Statistical analyses

To compare the associations of each variable on outcome one (being desexed or not) and outcome two (being above or below the age cut-offs; < 4 months, < 6 months, < 1 year < 2 years as binary variables), univariable logistic regression was performed to generate odds ratios (OR) and corresponding 95% confidence intervals (CI₉₅). The multivariable model was built by excluding variables based on their effect on the Akaike Information Criterion. The glmulti function was then used to identify plausible interactions that could improve the AIC, and the effect of these interactions was checked manually.

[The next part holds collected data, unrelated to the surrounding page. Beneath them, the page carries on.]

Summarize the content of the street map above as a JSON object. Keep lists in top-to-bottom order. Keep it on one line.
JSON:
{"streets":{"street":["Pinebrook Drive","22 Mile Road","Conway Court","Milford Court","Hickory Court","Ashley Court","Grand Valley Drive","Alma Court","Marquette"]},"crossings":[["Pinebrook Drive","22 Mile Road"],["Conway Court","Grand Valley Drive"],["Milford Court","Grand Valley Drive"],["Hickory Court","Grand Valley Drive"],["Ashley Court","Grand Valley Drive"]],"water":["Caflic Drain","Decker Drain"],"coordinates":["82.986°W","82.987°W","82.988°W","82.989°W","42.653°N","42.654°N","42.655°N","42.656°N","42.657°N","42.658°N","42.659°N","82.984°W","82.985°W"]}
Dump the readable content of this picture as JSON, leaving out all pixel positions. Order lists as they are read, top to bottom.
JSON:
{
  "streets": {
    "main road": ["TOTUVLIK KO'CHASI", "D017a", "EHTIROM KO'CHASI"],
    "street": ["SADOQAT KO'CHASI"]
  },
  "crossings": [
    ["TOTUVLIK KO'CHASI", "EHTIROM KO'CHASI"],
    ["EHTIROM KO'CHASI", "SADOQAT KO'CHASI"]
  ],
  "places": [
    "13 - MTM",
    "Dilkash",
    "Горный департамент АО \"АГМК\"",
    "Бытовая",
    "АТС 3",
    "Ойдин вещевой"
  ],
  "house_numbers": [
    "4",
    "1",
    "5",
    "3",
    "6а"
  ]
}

A multivariable logistic regression was performed on the final model.

To compare the historical data, the mean age at desexing, in months, was obtained for each population. The means were compared using a Welsh’s t-test due to their normal distribution and non-homogenous differences. The proportion of cats desexed in each age cut-off was compared using univariable logistic regression with resultant odds ratios and CI₉₅ calculated. Data analysis and statistical comparison were performed using RStudio 1.2.1335 (RStudio Inc.) and Excel for Mac 16.27 (Microsoft). Statistical significance was set at p < 0.05.

Author contributions

L.M. performed the acquisition and, with C.W., the analysis of data. L.M., C.W., L.B. and J.A.B. were all involved in study design, interpretation of results and drafting of the manuscript. J.A.B. conceived the study.

Competing interests

The authors declare no competing interests.